§ **What is required**
Copy out all lines in the data below containing the string "each".

§ **Data extract**
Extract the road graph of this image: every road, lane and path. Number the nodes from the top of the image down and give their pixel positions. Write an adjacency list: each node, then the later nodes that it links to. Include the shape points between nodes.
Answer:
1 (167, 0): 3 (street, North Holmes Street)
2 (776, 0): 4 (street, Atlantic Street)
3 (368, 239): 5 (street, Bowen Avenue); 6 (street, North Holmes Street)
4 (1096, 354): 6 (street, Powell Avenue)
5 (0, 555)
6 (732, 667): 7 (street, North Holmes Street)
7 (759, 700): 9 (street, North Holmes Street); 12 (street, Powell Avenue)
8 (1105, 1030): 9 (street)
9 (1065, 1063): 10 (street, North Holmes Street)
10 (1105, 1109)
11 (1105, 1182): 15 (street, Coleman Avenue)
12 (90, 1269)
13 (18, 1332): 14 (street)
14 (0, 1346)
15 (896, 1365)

...

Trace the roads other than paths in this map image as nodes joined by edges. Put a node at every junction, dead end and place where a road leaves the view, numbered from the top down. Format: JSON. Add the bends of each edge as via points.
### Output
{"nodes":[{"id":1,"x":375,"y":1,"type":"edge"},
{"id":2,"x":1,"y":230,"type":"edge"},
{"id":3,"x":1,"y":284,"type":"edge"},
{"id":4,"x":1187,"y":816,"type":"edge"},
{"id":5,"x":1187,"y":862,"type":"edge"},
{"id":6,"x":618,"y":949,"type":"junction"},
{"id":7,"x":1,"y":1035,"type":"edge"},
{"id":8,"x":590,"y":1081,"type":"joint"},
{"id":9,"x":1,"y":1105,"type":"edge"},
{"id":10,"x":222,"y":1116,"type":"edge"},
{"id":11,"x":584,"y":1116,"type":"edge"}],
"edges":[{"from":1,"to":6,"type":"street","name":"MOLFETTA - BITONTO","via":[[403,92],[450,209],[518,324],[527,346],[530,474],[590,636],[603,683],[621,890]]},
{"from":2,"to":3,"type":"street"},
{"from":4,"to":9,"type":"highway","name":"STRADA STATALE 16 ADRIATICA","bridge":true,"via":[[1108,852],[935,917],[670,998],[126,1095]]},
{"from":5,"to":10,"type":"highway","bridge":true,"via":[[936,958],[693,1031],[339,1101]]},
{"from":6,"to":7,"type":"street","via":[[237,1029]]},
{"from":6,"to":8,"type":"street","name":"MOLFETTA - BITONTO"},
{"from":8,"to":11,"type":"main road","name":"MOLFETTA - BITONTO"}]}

§ **Written solution**
Extract the road graph of this image: every road, lane and path. Number the nodes from the top of the image down and give their pixel positions. Write an adjacency list: each node, then the later nodes that it links to. Include the shape points between nodes.
Trace the roads other than paths in this map image as nodes joined by edges. Put a node at every junction, dead end and place where a road leaves the view, numbered from the top down. Format: JSON. Add the bends of each edge as via points.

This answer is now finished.